Even though it is not directly MATLAB related, I figured I would pose this question to the MATLAB community because there are a bunch of smart and helpful people here :D
I have looked and looked but I cannot find a straightforward test or method to characterize a distribution that fails a normality test. I have read several peer-reviewed scientific journal articles where this does not stop authors from giving a mean and standard deviation (!) but I think that is a bad thing to do.
My current approach is to get a kernel smoothing density estimate of the distribution using a function I wrote around the built-in ksdensity() function, and play with the smoothing window width until it gives something that nicely portrays the data (not too spikey, not too round). I then give the peak value of the kernel estimate as my "mean" (i.e. the one number people will look at and prematurely judge everything by). The only way I know to then characterize the distribution width or deviation would be to give a full width at half maximum. Of course this is not good because the distribution tends not to be symmetric around the peak, and is often on the order of the peak value in magnitude.
So people I am working with want to see some kind of error bars, and I have no idea what to give them to make them happy.
This is a recurring theme in my current work and I am desperate to find a good solution, so any pointers would be greatly appreciated. I am sure I am not the only one who has to deal with non-gaussian distributions.
If you want to see an example of one of these distributions, there are a couple in Figure 3 in the paper you can find here:
Thanks in advance, Rory
You should NOT use the peak of your distribution to estimate the mean, because it is not the mean. It is the mode.
For estimating the errors in these statistics, you could use the boostrap or the jacknife (see Resampling Statistics).
You could also explore MATLAB's collection of distributions to see if any look like your data (see Distribution Reference). For example, some of the curves look like the Gamma distribution. However, each distribution is a model of a particular kind of statistical process, so ideally you should understand what a distribution represents before using it.
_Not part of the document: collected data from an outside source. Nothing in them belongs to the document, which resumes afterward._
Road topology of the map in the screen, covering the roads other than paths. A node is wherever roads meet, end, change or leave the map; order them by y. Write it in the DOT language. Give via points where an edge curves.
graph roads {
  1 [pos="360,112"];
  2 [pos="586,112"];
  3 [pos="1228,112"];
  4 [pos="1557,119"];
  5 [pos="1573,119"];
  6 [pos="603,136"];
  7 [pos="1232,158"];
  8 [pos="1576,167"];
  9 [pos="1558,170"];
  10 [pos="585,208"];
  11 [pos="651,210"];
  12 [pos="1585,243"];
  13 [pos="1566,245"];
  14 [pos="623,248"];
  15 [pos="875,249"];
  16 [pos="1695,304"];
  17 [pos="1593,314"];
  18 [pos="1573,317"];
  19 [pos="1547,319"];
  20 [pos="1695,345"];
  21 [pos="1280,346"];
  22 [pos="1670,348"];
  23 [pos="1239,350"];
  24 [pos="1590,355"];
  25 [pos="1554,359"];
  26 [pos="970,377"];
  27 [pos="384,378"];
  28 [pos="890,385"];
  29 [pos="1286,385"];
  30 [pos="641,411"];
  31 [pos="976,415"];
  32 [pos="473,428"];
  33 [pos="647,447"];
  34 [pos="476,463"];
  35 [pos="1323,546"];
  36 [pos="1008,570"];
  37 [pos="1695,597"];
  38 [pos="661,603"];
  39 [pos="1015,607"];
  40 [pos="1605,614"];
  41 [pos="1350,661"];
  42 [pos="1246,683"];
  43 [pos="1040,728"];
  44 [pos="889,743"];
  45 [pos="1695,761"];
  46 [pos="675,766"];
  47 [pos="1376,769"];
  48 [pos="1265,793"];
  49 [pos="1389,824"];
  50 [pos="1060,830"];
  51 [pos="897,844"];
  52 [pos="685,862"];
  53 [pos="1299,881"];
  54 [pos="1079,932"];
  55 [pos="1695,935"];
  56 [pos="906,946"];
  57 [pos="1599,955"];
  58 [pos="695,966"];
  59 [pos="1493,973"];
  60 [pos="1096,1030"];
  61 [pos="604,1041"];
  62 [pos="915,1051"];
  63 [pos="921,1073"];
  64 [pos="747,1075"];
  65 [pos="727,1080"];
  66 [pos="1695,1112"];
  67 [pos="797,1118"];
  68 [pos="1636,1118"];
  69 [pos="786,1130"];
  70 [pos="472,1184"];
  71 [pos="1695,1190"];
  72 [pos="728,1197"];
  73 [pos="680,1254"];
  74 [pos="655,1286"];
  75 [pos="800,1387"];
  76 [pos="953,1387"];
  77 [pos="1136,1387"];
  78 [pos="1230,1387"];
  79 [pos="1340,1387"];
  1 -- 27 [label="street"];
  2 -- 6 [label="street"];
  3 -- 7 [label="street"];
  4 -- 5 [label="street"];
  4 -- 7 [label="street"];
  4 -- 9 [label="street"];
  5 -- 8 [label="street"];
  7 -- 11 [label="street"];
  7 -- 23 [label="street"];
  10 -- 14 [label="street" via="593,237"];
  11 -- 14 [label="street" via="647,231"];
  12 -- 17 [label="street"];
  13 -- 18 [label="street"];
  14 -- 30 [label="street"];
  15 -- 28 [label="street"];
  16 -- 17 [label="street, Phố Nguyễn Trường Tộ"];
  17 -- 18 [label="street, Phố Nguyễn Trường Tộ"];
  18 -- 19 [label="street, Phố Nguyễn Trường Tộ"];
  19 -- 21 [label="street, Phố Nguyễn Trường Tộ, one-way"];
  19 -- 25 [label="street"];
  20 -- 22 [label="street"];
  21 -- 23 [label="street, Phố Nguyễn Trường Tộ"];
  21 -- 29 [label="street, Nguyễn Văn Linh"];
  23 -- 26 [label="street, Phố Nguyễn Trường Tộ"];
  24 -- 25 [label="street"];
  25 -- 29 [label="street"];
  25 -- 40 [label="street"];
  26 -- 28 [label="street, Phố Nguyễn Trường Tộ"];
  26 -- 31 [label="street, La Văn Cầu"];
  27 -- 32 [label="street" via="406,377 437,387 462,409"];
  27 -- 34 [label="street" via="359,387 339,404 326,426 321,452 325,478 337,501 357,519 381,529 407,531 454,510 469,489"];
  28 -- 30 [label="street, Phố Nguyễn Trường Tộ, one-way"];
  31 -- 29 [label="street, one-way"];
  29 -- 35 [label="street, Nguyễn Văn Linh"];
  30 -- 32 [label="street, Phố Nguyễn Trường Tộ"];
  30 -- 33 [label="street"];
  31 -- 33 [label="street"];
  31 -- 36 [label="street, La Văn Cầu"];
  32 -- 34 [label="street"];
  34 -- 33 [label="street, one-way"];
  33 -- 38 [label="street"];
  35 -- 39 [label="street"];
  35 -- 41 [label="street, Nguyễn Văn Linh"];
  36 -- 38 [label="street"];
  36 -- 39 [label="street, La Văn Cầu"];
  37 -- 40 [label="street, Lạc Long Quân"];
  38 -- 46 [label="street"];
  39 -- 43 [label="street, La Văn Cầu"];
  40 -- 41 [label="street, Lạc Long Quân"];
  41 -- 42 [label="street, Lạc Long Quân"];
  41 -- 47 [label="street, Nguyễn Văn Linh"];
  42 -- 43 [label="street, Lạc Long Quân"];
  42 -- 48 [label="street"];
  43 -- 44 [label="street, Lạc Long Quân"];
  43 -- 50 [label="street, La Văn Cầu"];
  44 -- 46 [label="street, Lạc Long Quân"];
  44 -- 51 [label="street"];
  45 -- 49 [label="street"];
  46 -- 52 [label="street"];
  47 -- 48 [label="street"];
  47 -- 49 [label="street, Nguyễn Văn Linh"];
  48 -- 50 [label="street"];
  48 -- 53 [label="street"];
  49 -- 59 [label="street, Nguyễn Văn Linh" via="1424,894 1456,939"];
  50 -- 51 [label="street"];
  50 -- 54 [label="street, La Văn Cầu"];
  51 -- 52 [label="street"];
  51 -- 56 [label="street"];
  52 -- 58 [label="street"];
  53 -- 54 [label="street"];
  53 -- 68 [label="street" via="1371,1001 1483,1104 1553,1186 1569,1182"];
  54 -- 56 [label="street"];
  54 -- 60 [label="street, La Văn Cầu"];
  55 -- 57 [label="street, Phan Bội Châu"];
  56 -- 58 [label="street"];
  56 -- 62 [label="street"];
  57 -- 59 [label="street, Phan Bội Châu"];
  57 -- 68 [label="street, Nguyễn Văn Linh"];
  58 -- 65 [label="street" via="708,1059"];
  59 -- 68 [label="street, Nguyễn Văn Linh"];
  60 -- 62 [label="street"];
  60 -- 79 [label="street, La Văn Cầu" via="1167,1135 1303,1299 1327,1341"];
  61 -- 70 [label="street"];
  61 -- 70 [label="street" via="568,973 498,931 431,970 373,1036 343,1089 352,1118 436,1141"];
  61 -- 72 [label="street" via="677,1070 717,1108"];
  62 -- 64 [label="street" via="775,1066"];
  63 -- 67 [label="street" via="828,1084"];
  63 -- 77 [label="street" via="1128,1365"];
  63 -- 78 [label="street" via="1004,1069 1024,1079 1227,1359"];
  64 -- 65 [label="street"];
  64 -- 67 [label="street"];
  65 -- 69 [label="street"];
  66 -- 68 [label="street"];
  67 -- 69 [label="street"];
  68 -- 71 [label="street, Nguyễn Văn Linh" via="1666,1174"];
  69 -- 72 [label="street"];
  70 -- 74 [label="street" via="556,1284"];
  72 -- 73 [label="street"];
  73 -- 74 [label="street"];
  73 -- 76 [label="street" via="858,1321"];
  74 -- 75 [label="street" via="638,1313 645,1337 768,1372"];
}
Some other things I might consider:
1. Look at distributions of the log(data).
2. Consider using the median and quartiles (it may be more intuitive to use the interquartile range) or other quantiles. It may be possible to find theoretical ways to compute confidence intervals for those quantities, but the bootstrap approach may be adequate. Also Google for "five number summary."
3. There are larger families of distributions that include the normal as a special case. Look into the Johnson and Pearson families. There are Statistics Toolbox functions johnsrnd and pearsrnd for generating random samples from these distributions, but the "fitting" step is simply computing quantiles or moments.
I think a good distribution would be the Weibull and it is available in the statistics toolbox. You could then use the distributions parameters to compare datasets rather than mean & standard deviation
you can get confidence intervals for the parameters - would that suffice for error bars?